**Work to complete**
Go through the records below and copy out every line that contains the word "Tortunia".

Records drawn from a dataset
┄┄┄┄┄┄┄┄┄┄┄┄┄┄┄┄┄┄┄┄

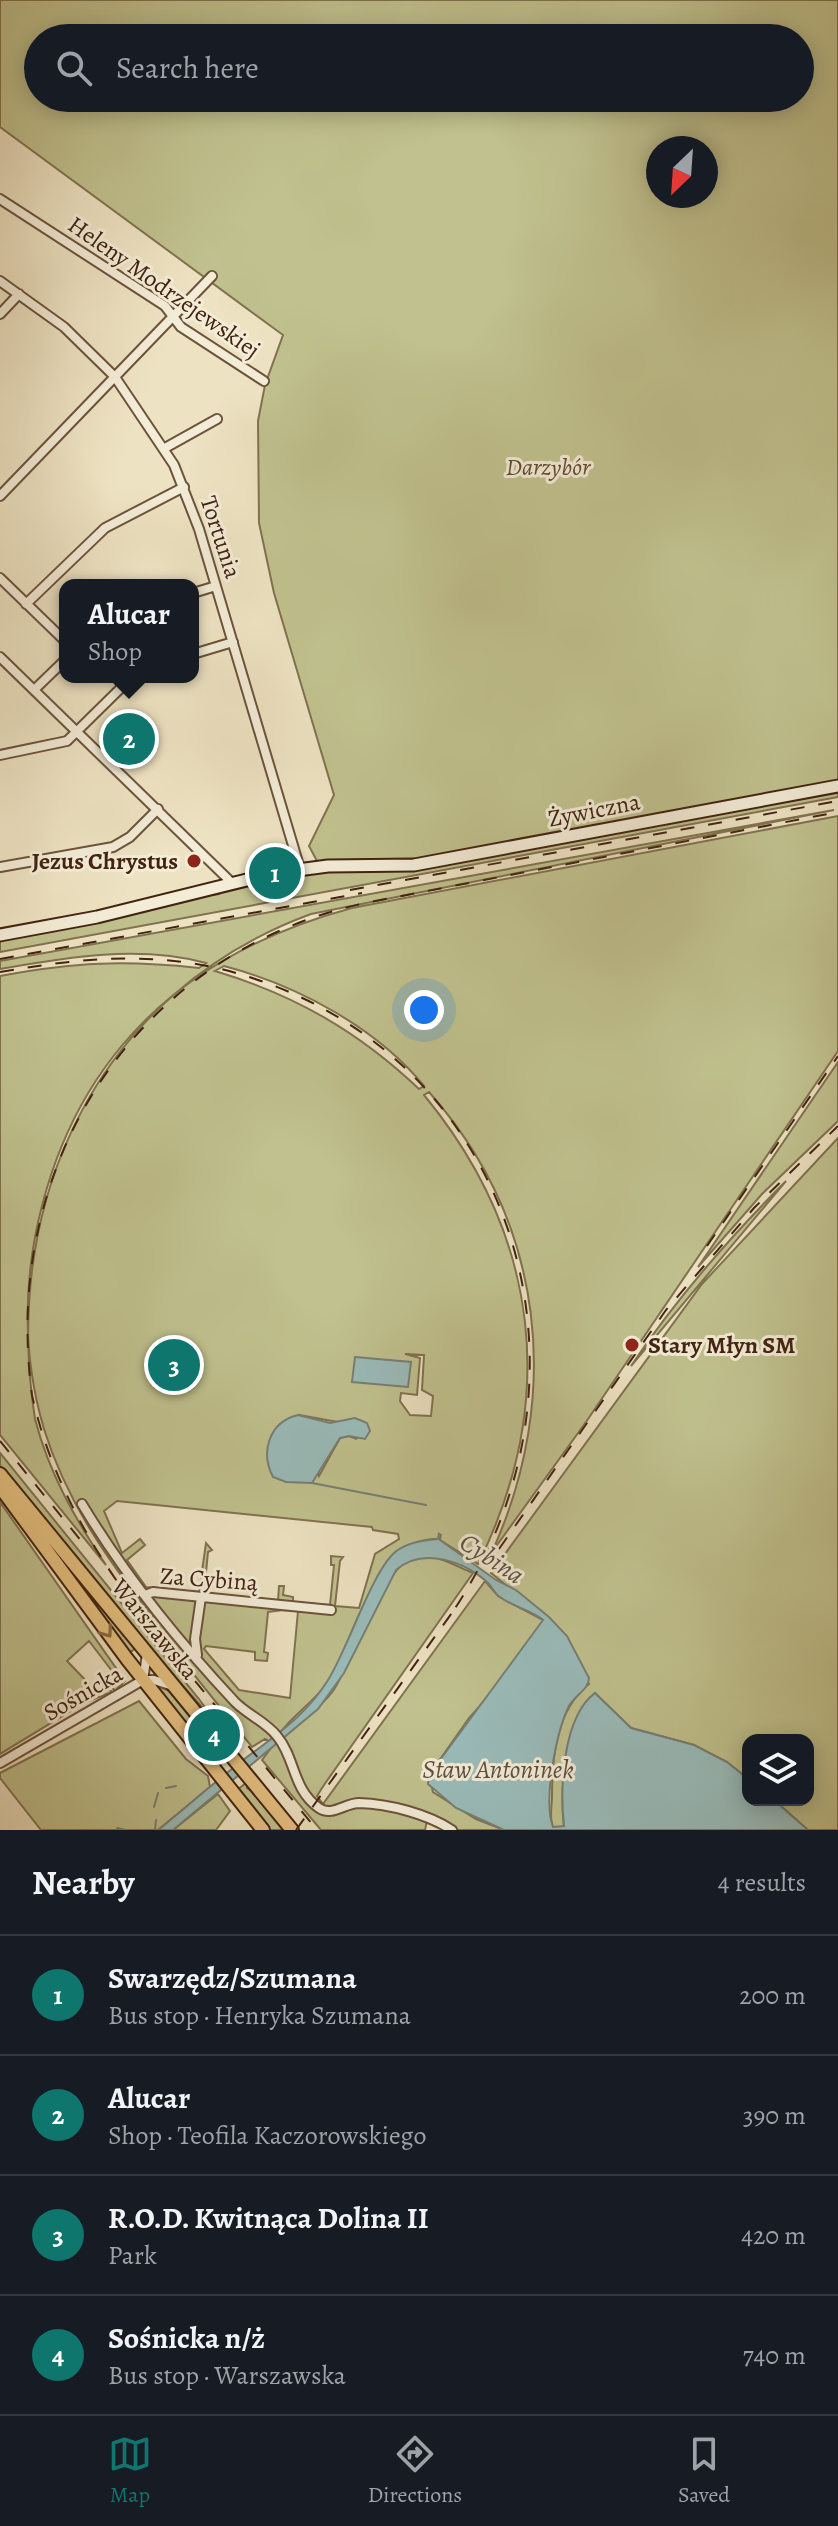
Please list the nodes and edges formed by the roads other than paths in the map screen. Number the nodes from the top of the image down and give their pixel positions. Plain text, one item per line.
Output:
1 (0, 199) edge
2 (212, 276) dead end
3 (0, 281) edge
4 (19, 294) junction
5 (0, 314) edge
6 (172, 317) junction
7 (115, 377) junction
8 (264, 381) dead end
9 (217, 419) dead end
10 (165, 448) junction
11 (184, 487) junction
12 (0, 496) edge
13 (0, 578) edge
14 (216, 586) junction
15 (199, 591) edge
16 (26, 604) junction
17 (59, 635) edge
18 (233, 642) junction
19 (199, 652) edge
20 (0, 657) edge
21 (59, 666) edge
22 (126, 683) edge
23 (34, 690) junction
24 (78, 732) junction
25 (0, 755) edge
26 (838, 786) edge
27 (158, 809) junction
28 (0, 867) edge
29 (300, 869) junction
30 (232, 883) junction
31 (0, 935) edge
32 (0, 1474) edge
33 (0, 1487) edge
34 (82, 1504) dead end
35 (41, 1533) junction
36 (145, 1595) junction
37 (201, 1597) junction
38 (331, 1610) dead end
39 (147, 1653) junction
40 (197, 1656) junction
41 (143, 1680) junction
42 (175, 1687) junction
43 (0, 1763) edge
44 (436, 1821) junction
45 (263, 1830) edge
46 (292, 1830) edge
47 (429, 1830) edge
48 (452, 1830) edge

1 - 6 street, Heleny Modrzejewskiej
2 - 6 street
3 - 4 street, Tortunia
4 - 5 street
4 - 7 street, Tortunia
6 - 7 street
6 - 8 street, Heleny Modrzejewskiej
7 - 10 street, Tortunia
7 - 12 street
9 - 10 street
10 - 11 street, Tortunia
11 - 14 street, Tortunia
11 - 16 street
13 - 16 street
14 - 15 street
14 - 18 street, Tortunia
16 - 17 street
18 - 19 street
18 - 29 street, Tortunia
20 - 23 street
21 - 23 street
22 - 24 street
23 - 24 street
24 - 25 street
24 - 27 street
26 - 29 street, Żywiczna
27 - 28 street
27 - 30 street
29 - 30 street, Żywiczna
30 - 31 street, Żywiczna
32 - 35 main road
33 - 35 main road
34 - 36 street, Za Cybiną
35 - 39 main road, Warszawska
35 -> 41 main road, Warszawska
36 - 37 street, Za Cybiną
36 - 40 street
37 - 38 street, Za Cybiną
37 - 40 street
39 - 41 street, Sośnicka
39 - 42 main road, Warszawska
40 - 44 street
41 - 42 street, Sośnicka
41 - 43 street, Sośnicka
41 - 45 main road, Warszawska
42 - 46 main road, Warszawska
44 - 47 street
44 - 48 street

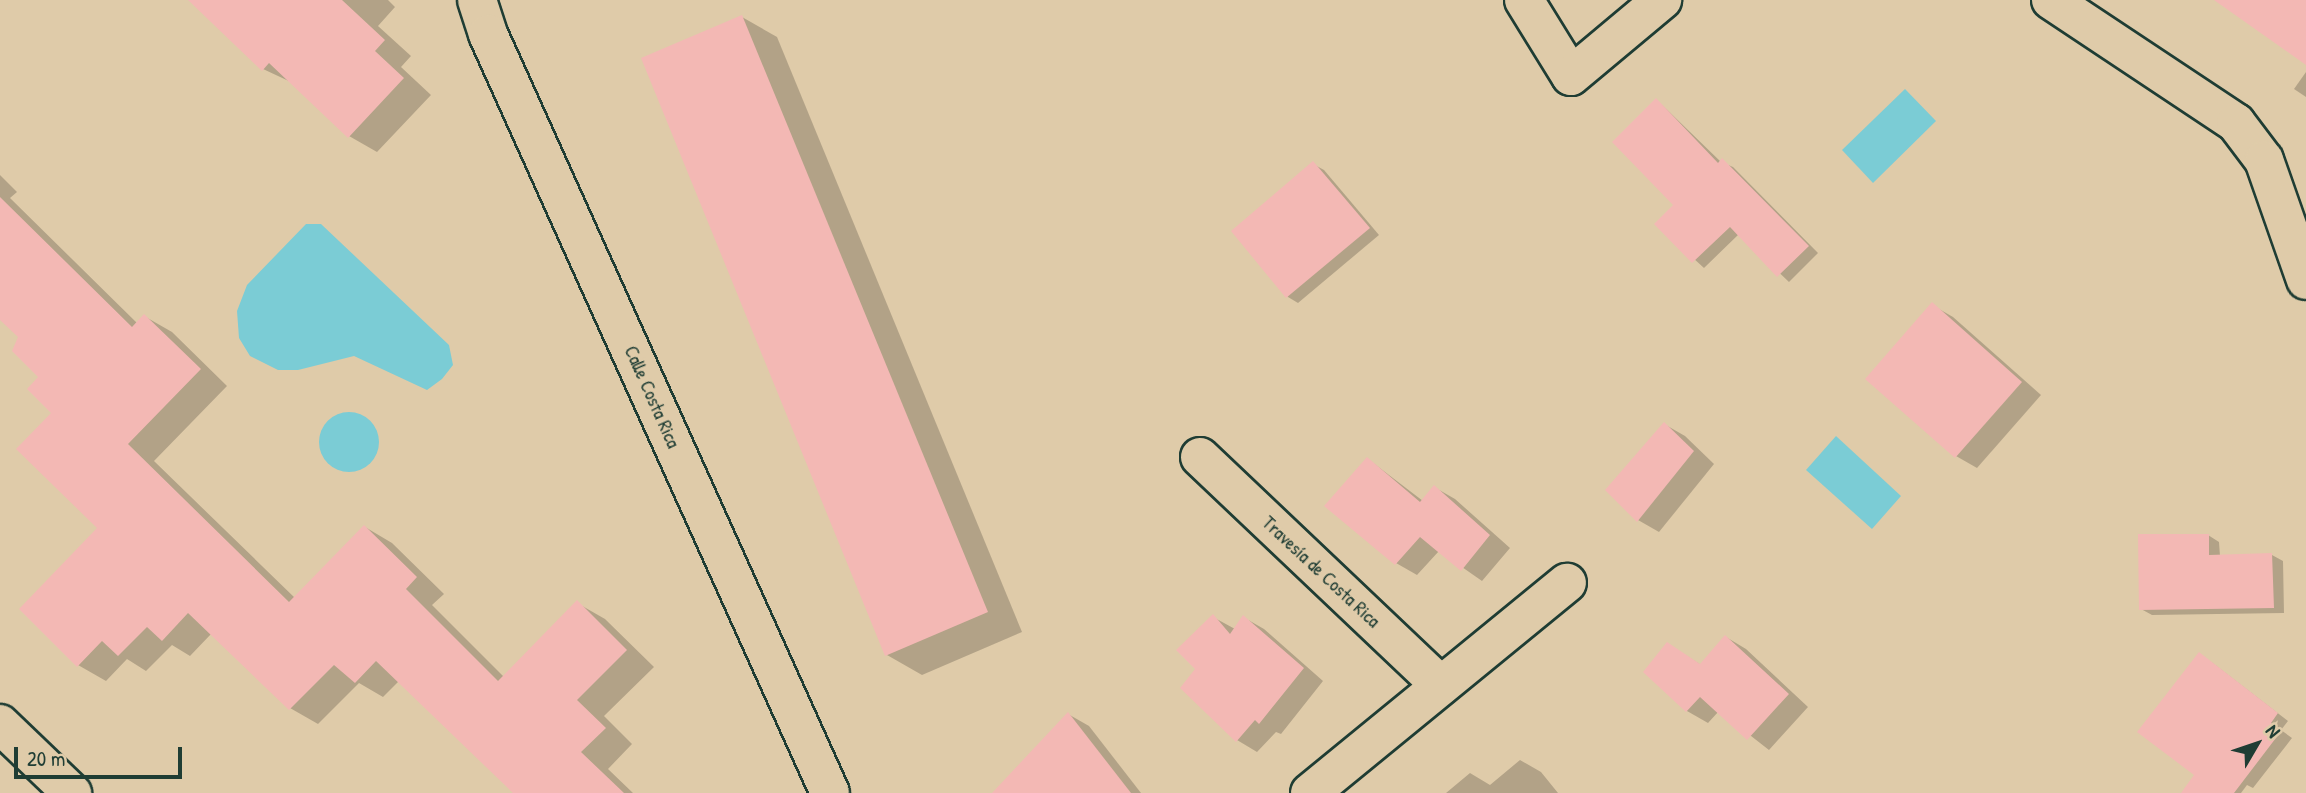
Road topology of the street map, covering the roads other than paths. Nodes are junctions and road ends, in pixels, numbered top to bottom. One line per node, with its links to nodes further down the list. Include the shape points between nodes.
1 (477, 0): 11 (street, Calle Costa Rica, via 493,46)
2 (1524, 0): 3 (street, via 1571,76)
3 (1662, 0)
4 (2051, 0): 5 (street, via 2236,123 2264,160)
5 (2306, 280)
6 (1200, 457): 8 (street, Travesía de Costa Rica)
7 (1567, 583): 8 (street)
8 (1441, 686): 12 (street)
9 (0, 724): 10 (street)
10 (72, 793)
11 (830, 793)
12 (1310, 793)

┄┄┄┄┄┄┄┄┄┄┄┄┄┄┄┄┄┄┄┄

**Answer to this problem**
3 - 4 street, Tortunia
4 - 7 street, Tortunia
7 - 10 street, Tortunia
10 - 11 street, Tortunia
11 - 14 street, Tortunia
14 - 18 street, Tortunia
18 - 29 street, Tortunia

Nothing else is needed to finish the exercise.